We need to return to the basics of being human.
The cat is out of the bag. And now that it is, we have a choice.
We can keep clinging to outdated stories about broken brains and chemical cures. Or we can lean into the discomfort of unlearning and choose a new story; one rooted in truth, dignity, and the radical idea that people can get better.
現在是我們提出問題的時候了:誰從心理健康的疾病模式(disease model of mental health)中受益?當人們被告知他們永久生病(permanently ill)時,誰獲利(profits)?
另一方面,當我們開始相信療癒(healing)是可能的時,會發生什麼?當我們意識到我們整個生命與我們的心理健康(mental health)交織在一起,而且我們被賦權(empowered)來做出能深深影響我們自身心理福祉(mental wellbeing)的知情選擇(informed choices)時,又有什麼可能?
我相信像Laura和我這樣的故事浮出水面(rising to the surface)是有原因的。我們正處於一個轉折點(turning point)。大流行(pandemic)、心理困擾(mental distress)上升的比率,以及當前範式(current paradigm)中的裂縫,正在迫使我們更深入地檢視。要質疑敘事(narrative)。要找到更好的前進方式(ways forward)。
療癒(healing)和福祉(wellbeing)不僅僅是可能的。我相信它們是我們的與生俱來權利(birthright)。
我們正生活在一個深刻的心理(mental)、情感(emotional)和靈性(spiritual)斷連(disconnection)的時代。而且雖然藥物(drugs)可能有其位置,但這不能是工具箱(toolbox)中唯一的工具。我們需要檢視營養(nutrition)、睡眠(sleep)、創傷(trauma)、關係(relationships)、社群(community)、目的(purpose),而且我們有證據基礎(evidence base)來支持這樣做的必要性。
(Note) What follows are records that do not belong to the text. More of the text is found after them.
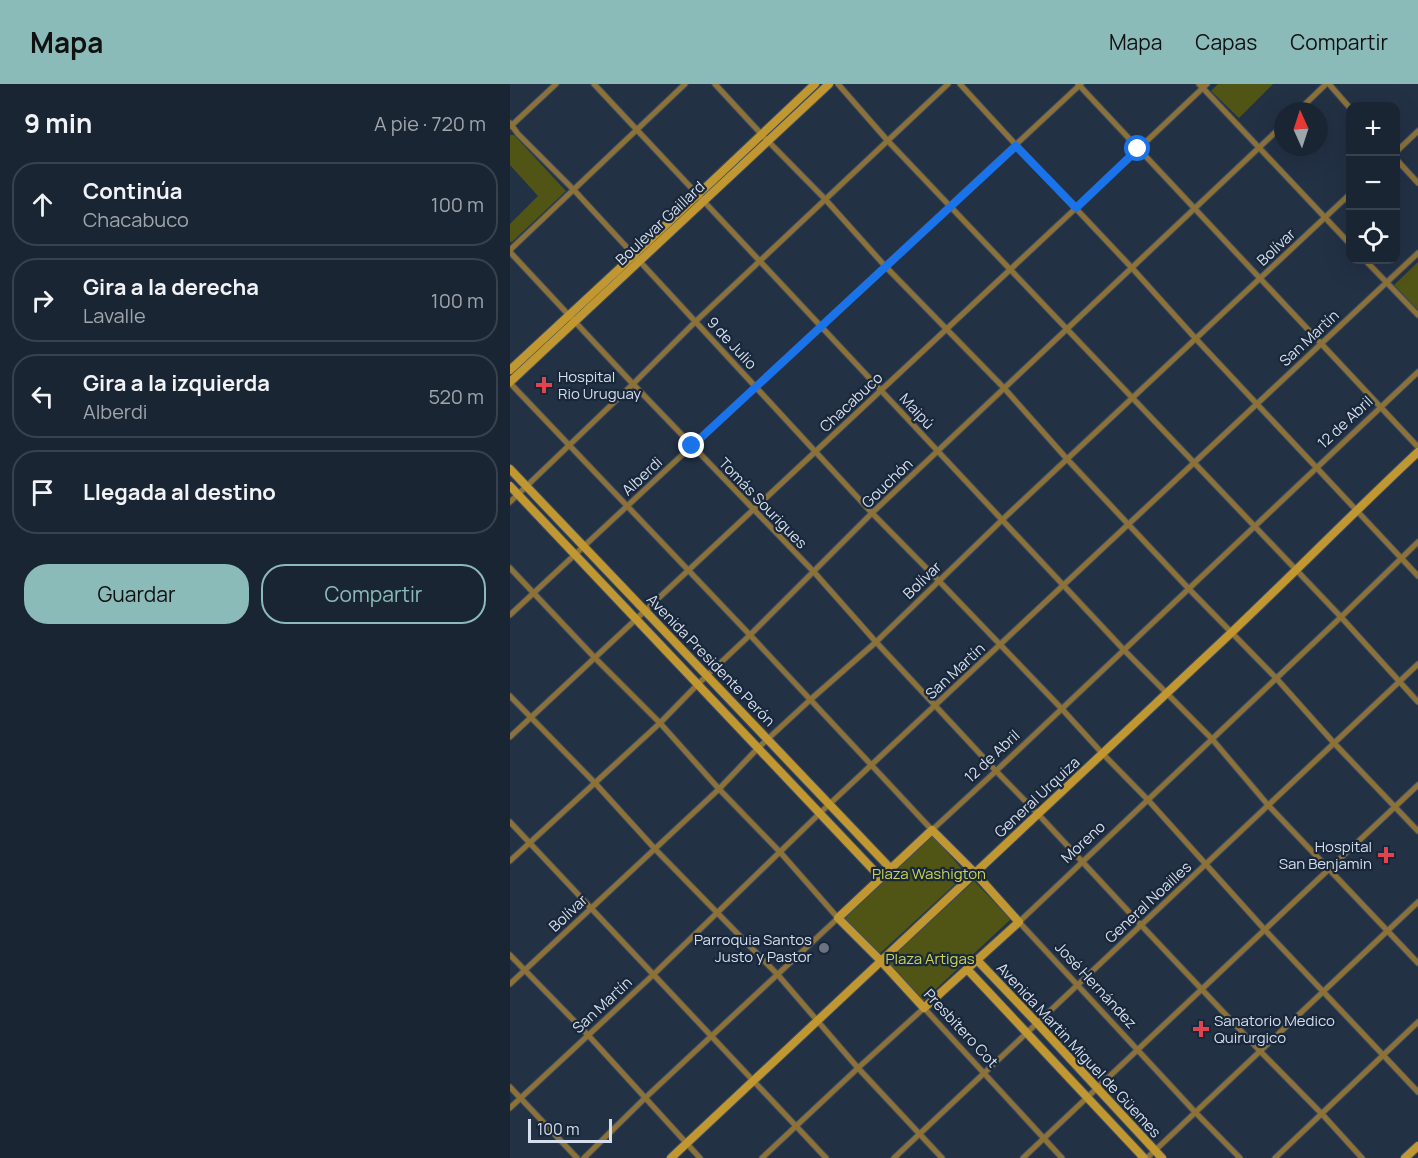 <!DOCTYPE html>
<html lang="es">
<meta charset="utf-8">
<style>
:root{--surface:#1a2534;--page:#232d3c;--text:#f1f3f6;--muted:#9fa5ac;--line:#38424f;--accent:#8bbbb9}
body{margin:0;font-family:Manrope,sans-serif;background:var(--page);color:var(--text)}
.controls{position:absolute;right:18px;top:18px;display:grid;overflow:hidden;border-radius:12px;box-shadow:0 6px 24px #0002}
.controls button{width:54px;height:54px;display:grid;place-items:center;padding:0;border:0;border-bottom:2px solid var(--line);background:var(--surface);color:var(--text);font:30px sans-serif}
.compass{position:absolute;left:764px;top:18px;width:54px;height:54px;border-radius:50%;background:var(--surface);box-shadow:0 6px 24px #0002;rotate:357deg}
.scale{position:absolute;left:18px;bottom:15px;width:84px;box-sizing:border-box;padding-left:6px;border:3px solid #d5deec;border-top:0;font-size:16px;line-height:21px;white-space:nowrap;color:#d5deec;-webkit-text-stroke:4px #19273b;paint-order:stroke}
.stop{position:absolute;width:18px;height:18px;margin:-14px;border:4px solid #1a73e8;border-radius:50%;background:#fff}
.stop.end{background:#1a73e8;border-color:#fff;box-shadow:0 2px 6px #0008}
.list{margin:0;padding:0;list-style:none}
h2{display:flex;justify-content:space-between;align-items:center;height:78px;margin:0;padding:0 24px;font-size:26px}
h2 small{font-size:20px;font-weight:400;color:var(--muted)}
.list li{display:grid;grid-template-columns:39px 1fr auto;gap:18px;align-items:center;box-sizing:border-box;height:84px;margin:0 12px 12px;padding:0 12px;border:2px solid var(--line);border-radius:24px}
.list b{display:block;font-size:22px;white-space:nowrap}
.list p{margin:0;font-size:20px;white-space:nowrap;color:var(--muted)}
.list em{font-size:20px;font-style:normal;color:var(--muted)}
.actions{display:flex;gap:12px;padding:18px 24px}
.actions a{flex:1;padding:14px 0;border:2px solid var(--accent);border-radius:24px;text-align:center;font-size:21px;color:var(--accent)}
.actions .main{background:var(--accent);color:#111}
.icon{flex:none;width:33px;height:33px;fill:none;stroke:currentColor;stroke-width:2;stroke-linecap:round;stroke-linejoin:round}
.map{position:relative;flex:none;width:908px;height:1074px;overflow:hidden}
header{display:flex;align-items:center;gap:36px;box-sizing:border-box;height:84px;padding:0 30px;background:var(--accent);color:#111}
header strong{font-size:28px}
nav{display:flex;gap:33px;margin-inline-start:auto;font-size:21px}
main{display:flex}
aside{flex:1;background:var(--surface)}
.map>svg:first-child{display:block}
.green{fill:#505515}
.lines{fill:none;stroke-linecap:round;stroke-linejoin:round}
.street-casing{stroke:#3f4d60;stroke-width:7}
.secondary-casing{stroke:#3f4d60;stroke-width:10}
.street{stroke:#8c7238;stroke-width:5}
.secondary{stroke:#c09731;stroke-width:8}
.route{stroke:#1a73e8;stroke-width:8}
.health-dot{fill:#e0444e;stroke:#19273b;stroke-width:2}
.worship-dot{fill:#6b7280;stroke:#19273b;stroke-width:2}
.labels{text-anchor:middle;dominant-baseline:central;stroke-width:4.5;stroke-linejoin:round;paint-order:stroke}
.street-label{font-size:15px;fill:#d5deec;stroke:#19273b}
.poi-label{font-size:15px;fill:#d5deec;stroke:#19273b;text-anchor:start}
.park-label{font-size:15px;fill:#cbd551;stroke:#19273b}
</style>
<header>
<strong>Mapa</strong>
<nav><a>Mapa</a><a>Capas</a><a>Compartir</a></nav>
</header>
<main>
<aside>
<h2>9 min<small>A pie · 720 m</small></h2>
<ul class="list">
<li><svg class="icon" aria-label="ahead" viewBox="0 0 24 24"><path d="M12 20V5M6 11l6-6 6 6"/></svg><div><b>Continúa</b><p>Chacabuco</p></div><em>100 m</em></li>
<li><svg class="icon" aria-label="right" viewBox="0 0 24 24"><path d="M7 20v-9h11M14 6l5 5-5 5"/></svg><div><b>Gira a la derecha</b><p>Lavalle</p></div><em>100 m</em></li>
<li><svg class="icon" aria-label="left" viewBox="0 0 24 24"><path d="M17 20v-9H6M10 6l-5 5 5 5"/></svg><div><b>Gira a la izquierda</b><p>Alberdi</p></div><em>520 m</em></li>
<li><svg class="icon" aria-label="arrive" viewBox="0 0 24 24"><path d="M6 21V4h12l-3 4 3 4H6"/></svg><div><b>Llegada al destino</b></div></li>
</ul>
<div class="actions"><a class="main">Guardar</a><a>Compartir</a></div>
</aside>
<div class="map">
<svg width="908" height="1074" viewBox="0 0 908 1074">
<rect width="100%" height="100%" fill="#233145"/>
<g class="green">
<polygon points="708,0 763,0 729,34 701,7"/>
<polygon points="0,51 4,51 56,107 2,158 0,158 0,140 28,112 0,81"/>
<polygon points="908,178 908,226 884,201"/>
<polygon points="422,750 456,790 367,872 334,835"/>
<polygon points="464,797 501,835 412,918 376,878"/>
</g>
<g class="lines">
<g class="street-casing">
<g id="street">
<polyline points="84,0 614,566 702,655 758,721 908,879"/>
<polyline points="205,0 255,54 315,115 375,182 494,304 557,375 679,505 766,594 824,659 908,747"/>
<polyline points="328,0 377,56 831,533 908,618"/>
<polyline points="450,0 506,61 622,184 686,255 908,492"/>
<polyline points="568,0 908,363"/>
<polyline points="689,0 840,160"/>
<polyline points="819,0 840,24"/>
<polyline points="788,27 816,0"/>
<polyline points="0,39 8,50 63,105 362,429 429,497 552,625 592,669 638,716 755,846 908,1008"/>
<polyline points="1,42 46,0"/>
<polyline points="886,68 908,47"/>
<polyline points="886,75 908,99"/>
<polyline points="0,166 175,0"/>
<polyline points="0,168 123,300 304,488 366,558 486,687 528,730 631,841 750,967 812,1030 852,1074"/>
<polyline points="855,176 908,231"/>
<polyline points="0,299 240,551 422,746 486,687 908,288"/>
<polyline points="0,418 123,300 185,238 438,0"/>
<polyline points="0,484 85,574 150,639 209,705 270,768 328,834 134,1015 74,1074"/>
<polyline points="0,531 571,0"/>
<polyline points="0,612 85,699 145,765 268,891 348,984 432,1074"/>
<polyline points="0,653 566,124 697,0"/>
<polyline points="0,738 316,1074"/>
<polyline points="0,777 150,639 188,600 240,551 362,429 773,41"/>
<polyline points="0,871 78,951 190,1074"/>
<polyline points="0,900 209,705 248,664 300,616 366,558 492,436 840,110"/>
<polyline points="0,1003 67,1074"/>
<polyline points="0,1024 144,890 310,729 908,169"/>
<polyline points="252,1074 348,984 414,924 552,1074"/>
<polyline points="384,1074 908,580"/>
<polyline points="513,1074 908,701"/>
<polyline points="637,1074 908,818"/>
<polyline points="730,1074 685,1028 509,838 831,533 908,458"/>
<polyline points="765,1074 908,938"/>
</g>
</g>
<g class="secondary-casing">
<g id="secondary">
<polyline points="0,286 124,171 305,0"/>
<polyline points="0,298 319,0"/>
<polyline points="0,385 381,785"/>
<polyline points="0,402 371,794"/>
<polygon points="422,746 465,789 509,838 414,924 371,877 328,834"/>
<polyline points="467,876 527,939 652,1074"/>
<polyline points="457,885 634,1074"/>
<path d="M161,1074L721,549C784,489 845,427 908,368"/>
<polyline points="895,1074 908,1062"/>
</g>
</g>
<use href="#street" class="street"/>
<use href="#secondary" class="secondary"/>
</g>
<g class="lines">
<polyline class="route" points="182,362 506,62 566,124 628,65"/>
</g>
<g class="health-dot">
<path d="M31 292h6v6h6v6h-6v6h-6v-6h-6v-6h6z"/>
<path d="M873 762h6v6h6v6h-6v6h-6v-6h-6v-6h6z"/>
<path d="M688 936h6v6h6v6h-6v6h-6v-6h-6v-6h6z"/>
</g>
<circle class="worship-dot" cx="314" cy="864" r="6"/>
<g class="labels">
<g class="street-label">
<text transform="translate(150 139) rotate(-43)">Boulevar Gaillard</text>
<text transform="translate(766 163) rotate(-43)">Bolívar</text>
<text transform="translate(799 254) rotate(-43)">San Martín</text>
<text transform="translate(222 259) rotate(47)">9 de Julio</text>
<text transform="translate(341 318) rotate(-43)">Chacabuco</text>
<text transform="translate(407 327) rotate(47)">Maipú</text>
<text transform="translate(835 338) rotate(-43)">12 de Abril</text>
<text transform="translate(132 392) rotate(-43)">Alberdi</text>
<text transform="translate(377 399) rotate(-44)">Gouchón</text>
<text transform="translate(253 419) rotate(46)">Tomás Sourigues</text>
<text transform="translate(412 496) rotate(-44)">Bolívar</text>
<text transform="translate(201 576) rotate(46)">Avenida Presidente Perón</text>
<text transform="translate(445 587) rotate(-43)">San Martín</text>
<text transform="translate(482 672) rotate(-43)">12 de Abril</text>
<text transform="translate(527 713) rotate(-43)">General Urquiza</text>
<text transform="translate(573 758) rotate(-43)">Moreno</text>
<text transform="translate(638 818) rotate(-43)">General Noailles</text>
<text transform="translate(58 829) rotate(-43)">Bolívar</text>
<text transform="translate(586 901) rotate(47)">José Hernández</text>
<text transform="translate(92 921) rotate(-43)">San Martín</text>
<text transform="translate(451 944) rotate(47)">Presbítero Cot</text>
<text transform="translate(569 966) rotate(47)">Avenida Martin Miguel de Güemes</text>
</g>
<g class="poi-label">
<text x="48" y="292">Hospital<tspan x="48" dy="17">Rio Uruguay</tspan></text>
<text x="862" y="762" text-anchor="end">Hospital<tspan x="862" dy="17">San Benjamin</tspan></text>
<text x="302" y="855" text-anchor="end">Parroquia Santos<tspan x="302" dy="17">Justo y Pastor</tspan></text>
<text x="704" y="936">Sanatorio Medico<tspan x="704" dy="17">Quirurgico</tspan></text>
</g>
<g class="park-label">
<text x="419" y="789">Plaza Washigton</text>
<text x="420" y="874">Plaza Artigas</text>
</g>
</g>
</svg>
<div class="controls">
<button>+</button>
<button>−</button>
<button><svg class="icon" aria-label="locate" viewBox="0 0 24 24"><circle cx="12" cy="12" r="6"/><path d="M12 2v4M12 18v4M2 12h4M18 12h4"/></svg></button>
</div>
<svg class="compass" viewBox="-18 -18 36 36"><path d="M0-13l5 13h-10z" fill="#e53935"/><path d="M0 13l5-13h-10z" fill="#9fa5ac"/></svg>
<div class="scale">100 m</div>
<div class="stop" style="left:628px;top:65px"></div>
<div class="stop end" style="left:182px;top:362px"></div>
</div>
</main>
不,這些基於生活方式的解決方案(lifestyle-based solutions)並沒有像它們的化學對應物(chemical counterparts)那樣在大眾(en masse)中透過光鮮的電視廣告(slick TV commercials)被行銷給我們,但我們現在有數據(data)來理解,人類並沒有什麼本質上的錯誤(inherently wrong)導致我們現在目睹的流行病級別(epidemic levels)的心理痛苦(mental suffering)。正如我們所見,問題隨著工業「心理健康」(mental health)複合體(complex)的成長而成比例地增長。
我們需要回歸人類的基本(basics of being human)。
貓已經從袋子裡出來了(The cat is out of the bag)。既然已經如此,我們有選擇。
我們可以繼續緊抓過時的故事,關於壞掉的大腦(broken brains)和化學療法(chemical cures)。或者我們可以投入(unlearning)的不適中,並選擇一個新故事;一個根植於真相(truth)、尊嚴(dignity)和人們能好轉的激進想法(radical idea)的故事。